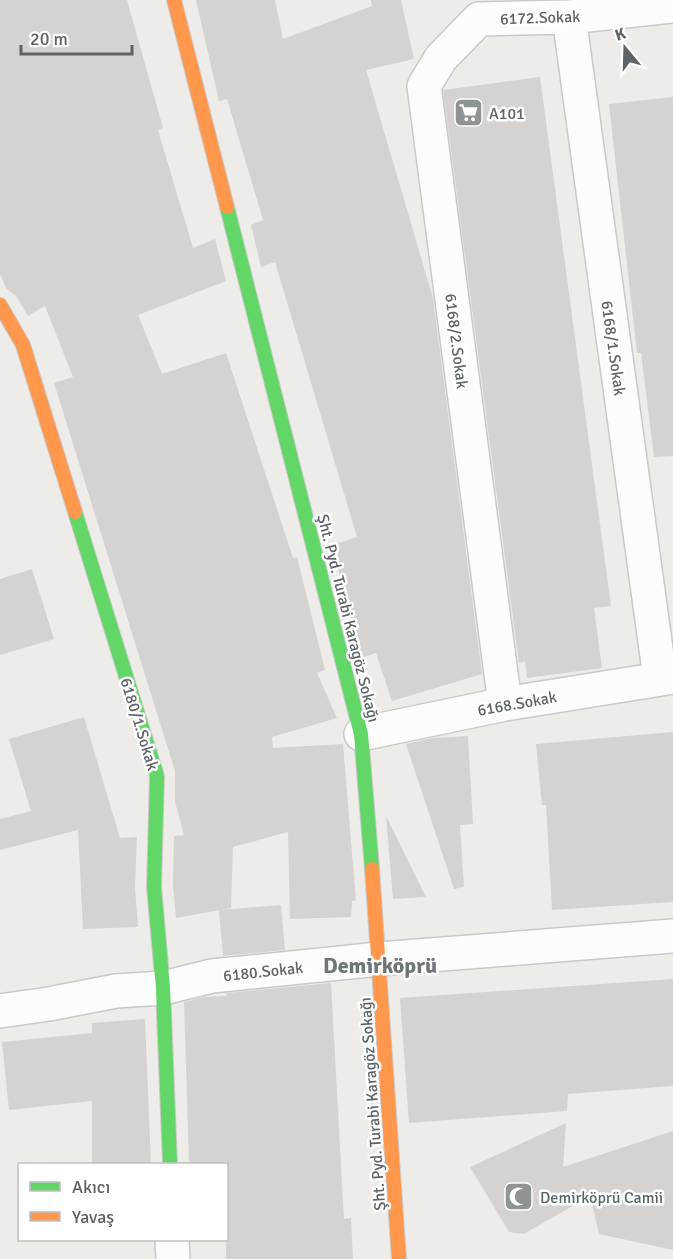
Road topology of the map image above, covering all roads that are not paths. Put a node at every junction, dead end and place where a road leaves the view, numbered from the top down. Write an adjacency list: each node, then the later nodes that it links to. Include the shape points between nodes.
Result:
1 (174, 0): 8 (street, Şht. Pyd. Turabi Karagöz Sokağı)
2 (673, 6): 4 (street, 6172.Sokak)
3 (475, 10): 4 (street, 6172.Sokak); 7 (street, 6168/2.Sokak, via 424,86)
4 (569, 17): 6 (street, 6168/1.Sokak)
5 (0, 305): 11 (street, 6180/1.Sokak, via 22,345 157,776 154,887)
6 (666, 678): 7 (street, 6168.Sokak)
7 (505, 704): 8 (street, 6168.Sokak)
8 (361, 734): 10 (street, Şht. Pyd. Turabi Karagöz Sokağı)
9 (673, 936): 10 (street, 6180.Sokak)
10 (379, 959): 11 (street, 6180.Sokak, via 212,976); 16 (street, Şht. Pyd. Turabi Karagöz Sokağı)
11 (164, 988): 12 (street, 6180.Sokak, via 116,991); 13 (street, 6180/1.Sokak)
12 (0, 1011)
13 (170, 1163)
14 (172, 1241): 15 (street)
15 (173, 1259)
16 (399, 1259)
*-*-*
Print out each record exactly as shown, but keep the pictures out.

# ANSWER FOR THE TASK
Road topology of the map image above, covering all roads that are not paths. Put a node at every junction, dead end and place where a road leaves the view, numbered from the top down. Write an adjacency list: each node, then the later nodes that it links to. Include the shape points between nodes.
Result:
1 (174, 0): 8 (street, Şht. Pyd. Turabi Karagöz Sokağı)
2 (673, 6): 4 (street, 6172.Sokak)
3 (475, 10): 4 (street, 6172.Sokak); 7 (street, 6168/2.Sokak, via 424,86)
4 (569, 17): 6 (street, 6168/1.Sokak)
5 (0, 305): 11 (street, 6180/1.Sokak, via 22,345 157,776 154,887)
6 (666, 678): 7 (street, 6168.Sokak)
7 (505, 704): 8 (street, 6168.Sokak)
8 (361, 734): 10 (street, Şht. Pyd. Turabi Karagöz Sokağı)
9 (673, 936): 10 (street, 6180.Sokak)
10 (379, 959): 11 (street, 6180.Sokak, via 212,976); 16 (street, Şht. Pyd. Turabi Karagöz Sokağı)
11 (164, 988): 12 (street, 6180.Sokak, via 116,991); 13 (street, 6180/1.Sokak)
12 (0, 1011)
13 (170, 1163)
14 (172, 1241): 15 (street)
15 (173, 1259)
16 (399, 1259)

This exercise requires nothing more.